— WHAT YOU WILL DO —
Go through the material below, noting each line where the string "roads" appears, and give only the total.

(EXTRACTED INFORMATION Opens)

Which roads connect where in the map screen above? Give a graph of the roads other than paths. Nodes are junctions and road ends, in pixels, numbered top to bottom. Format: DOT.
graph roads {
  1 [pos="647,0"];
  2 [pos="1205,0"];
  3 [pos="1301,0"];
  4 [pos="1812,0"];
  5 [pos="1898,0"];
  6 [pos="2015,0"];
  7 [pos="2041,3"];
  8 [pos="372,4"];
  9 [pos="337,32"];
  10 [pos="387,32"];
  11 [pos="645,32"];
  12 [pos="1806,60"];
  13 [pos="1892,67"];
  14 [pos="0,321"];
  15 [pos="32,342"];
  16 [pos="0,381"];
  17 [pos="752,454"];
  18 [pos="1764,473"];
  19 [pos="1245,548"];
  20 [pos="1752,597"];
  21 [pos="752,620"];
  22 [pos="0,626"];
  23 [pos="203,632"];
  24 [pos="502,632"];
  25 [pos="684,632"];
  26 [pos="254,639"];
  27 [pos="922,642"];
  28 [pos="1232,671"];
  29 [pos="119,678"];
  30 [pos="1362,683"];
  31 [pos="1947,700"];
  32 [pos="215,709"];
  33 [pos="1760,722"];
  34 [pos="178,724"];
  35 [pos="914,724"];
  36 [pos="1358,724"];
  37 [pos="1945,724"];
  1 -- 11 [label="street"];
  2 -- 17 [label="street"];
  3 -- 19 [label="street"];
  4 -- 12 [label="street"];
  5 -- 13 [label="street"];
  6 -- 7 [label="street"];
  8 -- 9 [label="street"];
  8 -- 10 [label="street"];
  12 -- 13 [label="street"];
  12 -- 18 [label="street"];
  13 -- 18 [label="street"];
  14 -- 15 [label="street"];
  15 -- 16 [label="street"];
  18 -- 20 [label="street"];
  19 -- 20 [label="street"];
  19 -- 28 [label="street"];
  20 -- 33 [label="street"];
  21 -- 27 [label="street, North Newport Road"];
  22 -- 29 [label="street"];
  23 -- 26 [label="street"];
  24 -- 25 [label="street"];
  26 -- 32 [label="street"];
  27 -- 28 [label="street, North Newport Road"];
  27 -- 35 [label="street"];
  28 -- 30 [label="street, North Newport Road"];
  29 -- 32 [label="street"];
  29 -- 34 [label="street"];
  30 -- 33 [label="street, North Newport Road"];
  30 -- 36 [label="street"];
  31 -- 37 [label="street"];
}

(EXTRACTED INFORMATION Closes)

— ANSWER BOX —
2